From Underdogs to Innovators: Mavericks’ Decade of Data-Driven Change
As covered in Volume 2, the introduction of play-by-play data in the NBA during the 1996-97 season was a monumental shift. It meant teams could track not just the final box score, but every possession, substitution, and event in a game—providing a more detailed understanding of how basketball was played. This enabled analysis beyond traditional stats, allowing teams to study lineup combinations, player impact, and game flow—ushering in a new era of strategy and evaluation.
Seeing the potential, a new wave of analytics pioneers emerged, driven by the idea of using data to create an edge in basketball. Many were inspired by the growing field of sabermetrics in baseball, but the concept still drew plenty of eye rolls from traditional basketball minds.
That timing coincided with a turning point for the Dallas Mavericks franchise. In 2000, Mark Cuban, a young, tech-savvy entrepreneur, bought the team and was eager to use any innovative method that could give his new team an edge. That same year, Cuban ran into Wayne Winston, a decision sciences professor at Indiana University, at a Pacers-Mavericks game. Cuban, who knew Winston from attending his statistics classes at Indiana University, offhandedly posed a question that would shape the direction of the Mavericks franchise: “Do you have any way to make the Mavs better?”

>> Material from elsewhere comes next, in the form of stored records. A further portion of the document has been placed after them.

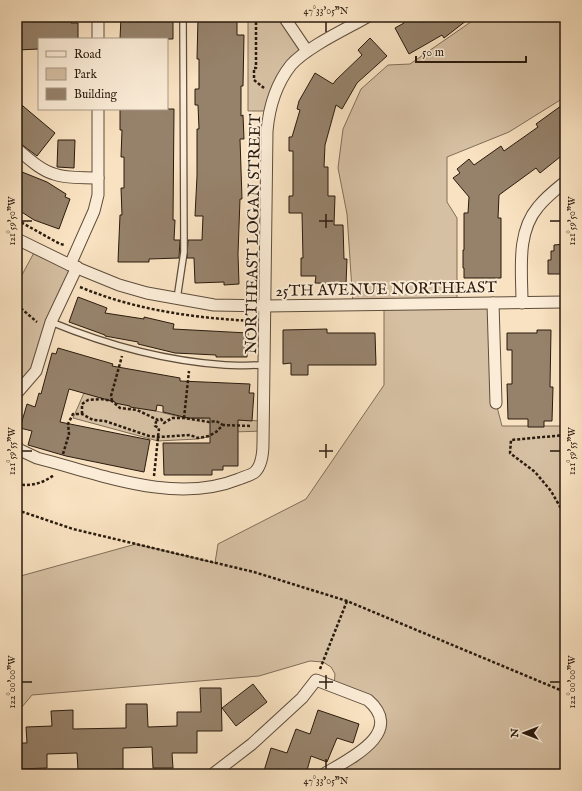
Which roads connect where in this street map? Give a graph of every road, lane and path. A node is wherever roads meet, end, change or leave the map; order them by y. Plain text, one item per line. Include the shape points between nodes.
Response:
1 (98, 17) edge
2 (183, 17) edge
3 (256, 17) edge
4 (284, 17) edge
5 (367, 17) edge
6 (98, 38) edge
7 (307, 51) junction
8 (264, 88) dead end
9 (98, 110) edge
10 (17, 150) edge
11 (98, 178) junction
12 (565, 182) edge
13 (17, 220) edge
14 (17, 239) edge
15 (65, 246) dead end
16 (74, 266) junction
17 (78, 286) dead end
18 (177, 299) junction
19 (565, 302) edge
20 (493, 303) junction
21 (522, 303) junction
22 (17, 305) edge
23 (265, 306) junction
24 (51, 322) junction
25 (39, 325) dead end
26 (253, 328) dead end
27 (125, 348) junction
28 (190, 362) junction
29 (265, 365) junction
30 (17, 393) edge
31 (112, 402) junction
32 (496, 403) dead end
33 (82, 414) junction
34 (184, 418) junction
35 (158, 420) junction
36 (164, 423) junction
37 (223, 425) junction
38 (264, 426) junction
39 (159, 428) junction
40 (565, 435) edge
41 (159, 437) junction
42 (19, 448) edge
43 (60, 464) junction
44 (17, 484) edge
45 (152, 488) junction
46 (17, 510) edge
47 (565, 513) edge
48 (347, 600) junction
49 (316, 680) junction
50 (565, 692) edge
51 (213, 774) edge
52 (324, 774) edge

1 - 6 street
2 - 18 lane via 184,252
3 - 8 path via 254,80
4 - 7 street
5 - 7 street, NORTHEAST LOGAN STREET
7 - 23 street, NORTHEAST LOGAN STREET via 292,64 283,78 269,112
9 - 11 street
10 - 11 street via 54,174
11 - 16 street via 98,195 94,211
12 - 21 street via 537,208 525,231 522,246
13 - 15 path
14 - 16 street, 25TH AVENUE NORTHEAST
16 - 18 street, 25TH AVENUE NORTHEAST via 119,285
16 - 24 street
17 - 26 path via 155,310 212,319 253,321
18 - 23 street, 25TH AVENUE NORTHEAST via 214,304
19 - 21 street, 25TH AVENUE NORTHEAST
20 - 21 street, 25TH AVENUE NORTHEAST
20 - 23 street, 25TH AVENUE NORTHEAST
20 - 32 street
22 - 25 path
23 - 29 street, NORTHEAST LOGAN STREET
24 - 27 lane
24 - 30 street via 36,371
27 - 28 lane
27 - 31 path via 111,396
28 - 29 lane via 227,366
28 - 34 path
29 - 38 street, NORTHEAST LOGAN STREET
31 - 33 path via 88,400 82,404
31 - 35 path via 120,408 137,410
33 - 41 path via 93,420 105,421
33 - 43 path via 73,414 68,424 69,434
34 - 36 path via 172,418
34 - 37 path via 216,421
35 - 36 path via 161,419
35 - 39 path via 155,426
36 - 39 path
37 - 38 path
37 - 41 path via 209,436 198,438 190,434
38 - 45 street, NORTHEAST LOGAN STREET via 261,462 255,472 212,488
39 - 41 path
40 - 47 path via 511,440 510,453 535,472
41 - 45 path
42 - 43 street via 37,458
43 - 44 path via 54,475 41,483 23,486
43 - 45 street
46 - 48 path via 73,529 254,572
48 - 49 path
48 - 50 path
49 - 51 street via 302,698 252,744
49 - 52 street via 368,700 375,706 381,722 376,738 354,756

Later on, Cuban brought Winston and his old MIT friend Jeff Sagarin on board to help transform the Mavericks using their analytical approach. Sagarin, a renowned sports statistician best known for his work in football and hockey rankings, had already spent years applying statistical models to various sports. Sagarin’s ratings became a staple in the USA Today sports section starting in 1985 and were used by the NCAA Tournament Selection Committee as far back as 1984.

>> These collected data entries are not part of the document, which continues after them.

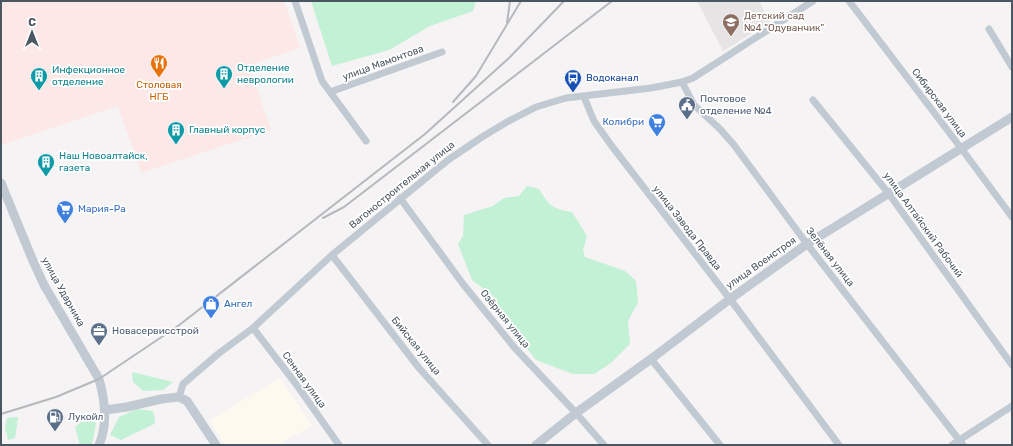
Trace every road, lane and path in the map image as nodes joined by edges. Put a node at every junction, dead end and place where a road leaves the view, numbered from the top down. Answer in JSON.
{"nodes":[{"id":1,"x":295,"y":1,"type":"edge"},
{"id":2,"x":813,"y":1,"type":"edge"},
{"id":3,"x":849,"y":1,"type":"edge"},
{"id":4,"x":989,"y":30,"type":"dead end"},
{"id":5,"x":442,"y":52,"type":"dead end"},
{"id":6,"x":1012,"y":67,"type":"edge"},
{"id":7,"x":682,"y":82,"type":"junction"},
{"id":8,"x":330,"y":92,"type":"junction"},
{"id":9,"x":584,"y":97,"type":"junction"},
{"id":10,"x":813,"y":100,"type":"dead end"},
{"id":11,"x":1012,"y":117,"type":"edge"},
{"id":12,"x":366,"y":141,"type":"dead end"},
{"id":13,"x":962,"y":148,"type":"junction"},
{"id":14,"x":1,"y":183,"type":"edge"},
{"id":15,"x":889,"y":194,"type":"junction"},
{"id":16,"x":400,"y":198,"type":"junction"},
{"id":17,"x":1012,"y":217,"type":"edge"},
{"id":18,"x":807,"y":244,"type":"junction"},
{"id":19,"x":332,"y":255,"type":"junction"},
{"id":20,"x":730,"y":299,"type":"junction"},
{"id":21,"x":253,"y":328,"type":"junction"},
{"id":22,"x":651,"y":359,"type":"junction"},
{"id":23,"x":1012,"y":365,"type":"edge"},
{"id":24,"x":179,"y":397,"type":"junction"},
{"id":25,"x":1012,"y":406,"type":"edge"},
{"id":26,"x":105,"y":410,"type":"junction"},
{"id":27,"x":576,"y":413,"type":"junction"},
{"id":28,"x":961,"y":442,"type":"edge"},
{"id":29,"x":99,"y":445,"type":"edge"},
{"id":30,"x":216,"y":445,"type":"edge"},
{"id":31,"x":338,"y":445,"type":"edge"},
{"id":32,"x":488,"y":445,"type":"edge"},
{"id":33,"x":536,"y":445,"type":"edge"},
{"id":34,"x":604,"y":445,"type":"edge"},
{"id":35,"x":720,"y":445,"type":"edge"},
{"id":36,"x":839,"y":445,"type":"edge"},
{"id":37,"x":952,"y":445,"type":"edge"}],
"edges":[{"from":1,"to":8,"type":"street"},
{"from":2,"to":7,"type":"street","name":"Вагоностроительная улица"},
{"from":3,"to":13,"type":"street","name":"Сибирская улица"},
{"from":4,"to":6,"type":"street"},
{"from":5,"to":8,"type":"street","name":"улица Мамонтова"},
{"from":7,"to":9,"type":"street","name":"Вагоностроительная улица"},
{"from":7,"to":18,"type":"street","name":"Зелёная улица"},
{"from":8,"to":12,"type":"street"},
{"from":9,"to":16,"type":"street","name":"Вагоностроительная улица"},
{"from":9,"to":20,"type":"street","name":"улица Завода Правда"},
{"from":10,"to":15,"type":"street","name":"улица Алтайский Рабочий"},
{"from":11,"to":13,"type":"street","name":"улица Военстроя"},
{"from":13,"to":15,"type":"street","name":"улица Военстроя"},
{"from":13,"to":17,"type":"street","name":"Сибирская улица"},
{"from":14,"to":26,"type":"street","name":"улица Ударника"},
{"from":15,"to":18,"type":"street","name":"улица Военстроя"},
{"from":15,"to":23,"type":"street","name":"улица Алтайский Рабочий"},
{"from":16,"to":19,"type":"street","name":"Вагоностроительная улица"},
{"from":16,"to":27,"type":"street","name":"Озёрная улица"},
{"from":18,"to":20,"type":"street","name":"улица Военстроя"},
{"from":18,"to":28,"type":"street","name":"Зелёная улица"},
{"from":19,"to":21,"type":"street","name":"Вагоностроительная улица"},
{"from":19,"to":32,"type":"street","name":"Бийская улица"},
{"from":20,"to":22,"type":"street","name":"улица Военстроя"},
{"from":20,"to":36,"type":"street","name":"улица Завода Правда"},
{"from":21,"to":24,"type":"street","name":"Вагоностроительная улица"},
{"from":21,"to":31,"type":"street","name":"Сенная улица"},
{"from":22,"to":27,"type":"street","name":"улица Военстроя"},
{"from":22,"to":35,"type":"street"},
{"from":24,"to":26,"type":"street"},
{"from":24,"to":30,"type":"street"},
{"from":25,"to":28,"type":"street"},
{"from":26,"to":29,"type":"street","name":"улица Ударника"},
{"from":27,"to":33,"type":"street","name":"улица Военстроя"},
{"from":27,"to":34,"type":"street","name":"Озёрная улица"},
{"from":28,"to":37,"type":"street"}]}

Together, Winston and Sagarin began working on a new system to quantify player impact in the NBA. The duo developed WINVAL, one of the first iterations of adjusted plus/minus metrics that would later dominate the NBA analytics landscape. WINVAL and other iterations of adjusted plus-minus are derived using play-by-play data to keep track of all substitutions and possession-ending actions. The system measured a player’s overall influence by tracking how they impact their team’s scoring margin, effectively capturing the full impact of their presence on the court. With WINVAL in place, the Mavericks had a powerful tool that often contradicted conventional wisdom but provided insights that few other teams had access to. One standout feature was WINVAL’s “lineup calculator,” a software tool that measured the effectiveness of various player combinations on a game-to-game, weekly, and season-long basis. For example, during the 2003-04 playoffs, WINVAL showed that Shawn Bradley was significantly more effective against Portland than Sacramento. As a result, Bradley started all six first-round games against the Blazers but saw limited minutes in the following series versus the Kings.

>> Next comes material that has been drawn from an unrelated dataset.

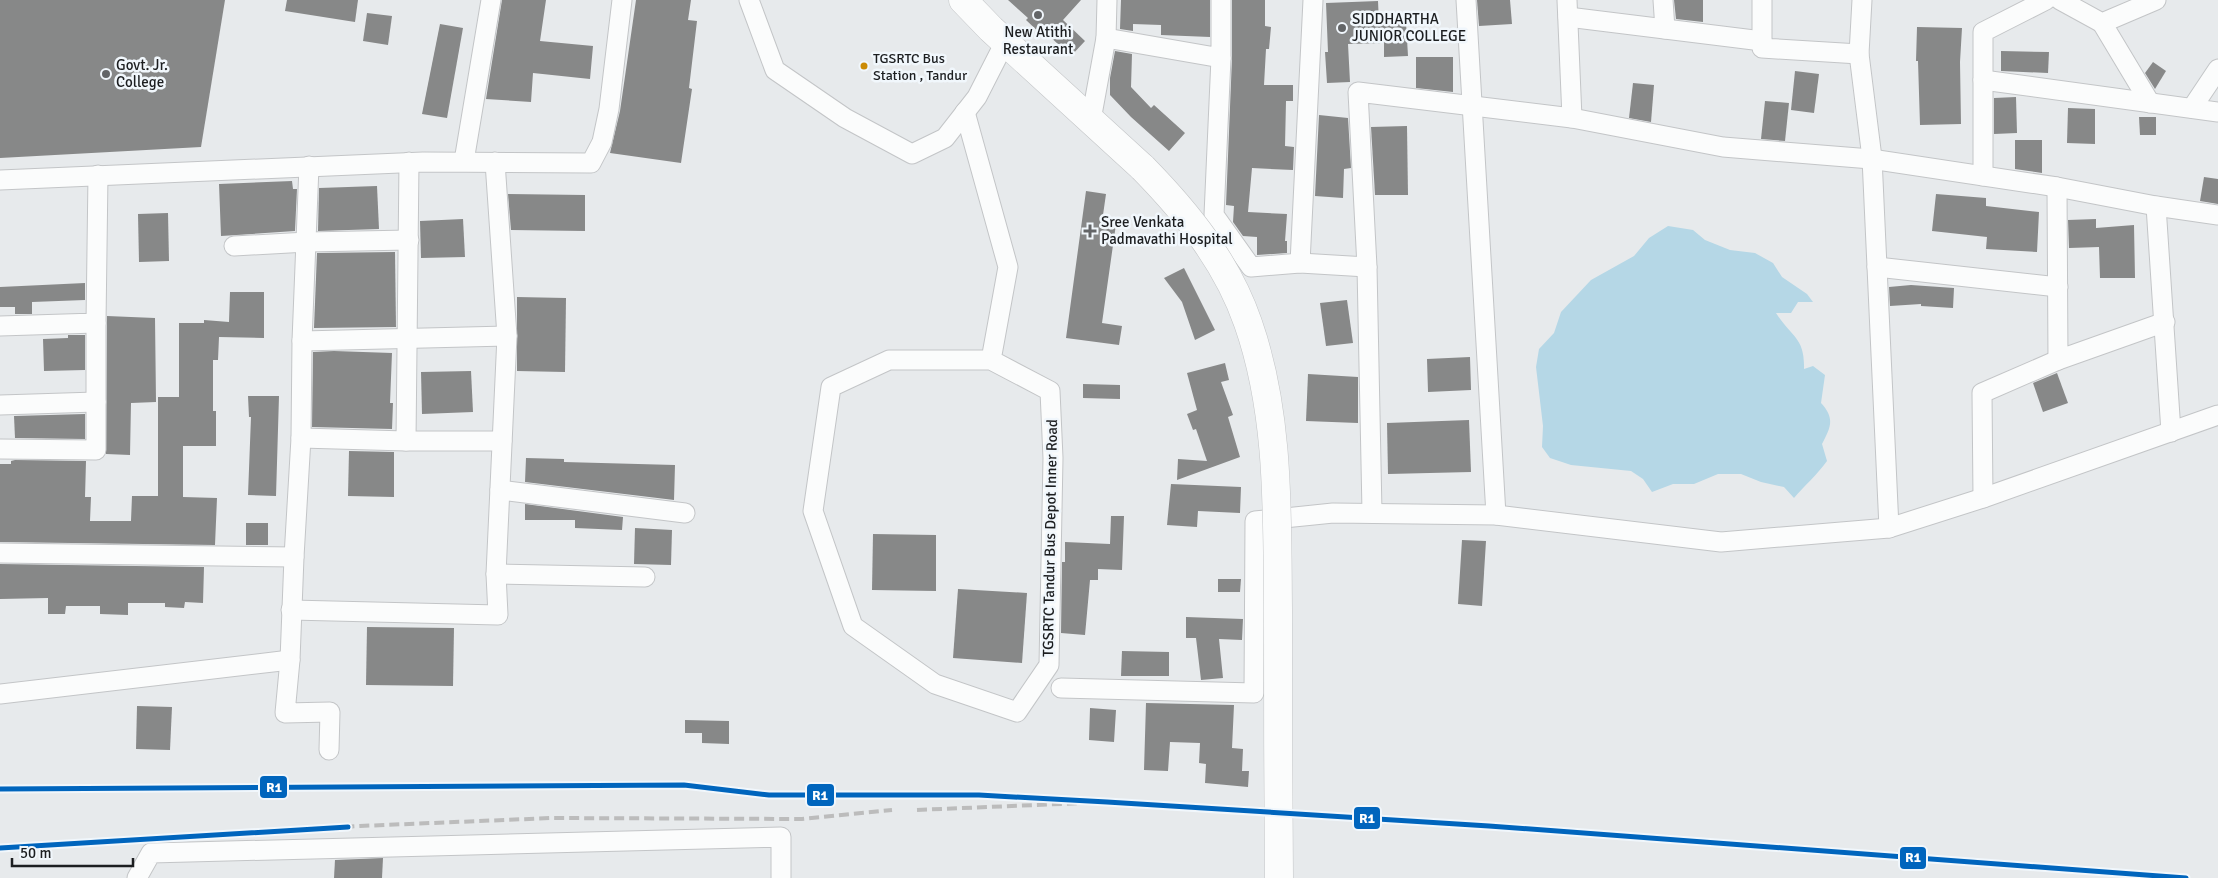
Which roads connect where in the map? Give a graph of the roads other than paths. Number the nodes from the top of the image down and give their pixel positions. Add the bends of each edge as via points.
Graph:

Seeing the impact of this approach, Cuban didn’t stop there. In 2005, he came across another analytics enthusiast, Roland Beech, or rather his website. Beech, who had been involved with various Silicon Valley startups, had just launched 82games.com, a site that pioneered the use of plus/minus metrics and lineup analytics. Naturally, it quickly caught Cuban’s attention.
“Mark Cuban found it within two weeks,” Beech recalled in a 2016 interview. “He was one of the first hundred or so people to find the site.” Intrigued by Beech’s data-driven approach, Cuban brought him on board as a consultant during the 2005-06 season, and Beech quickly established himself as an important figure in the Mavericks’ decision making process.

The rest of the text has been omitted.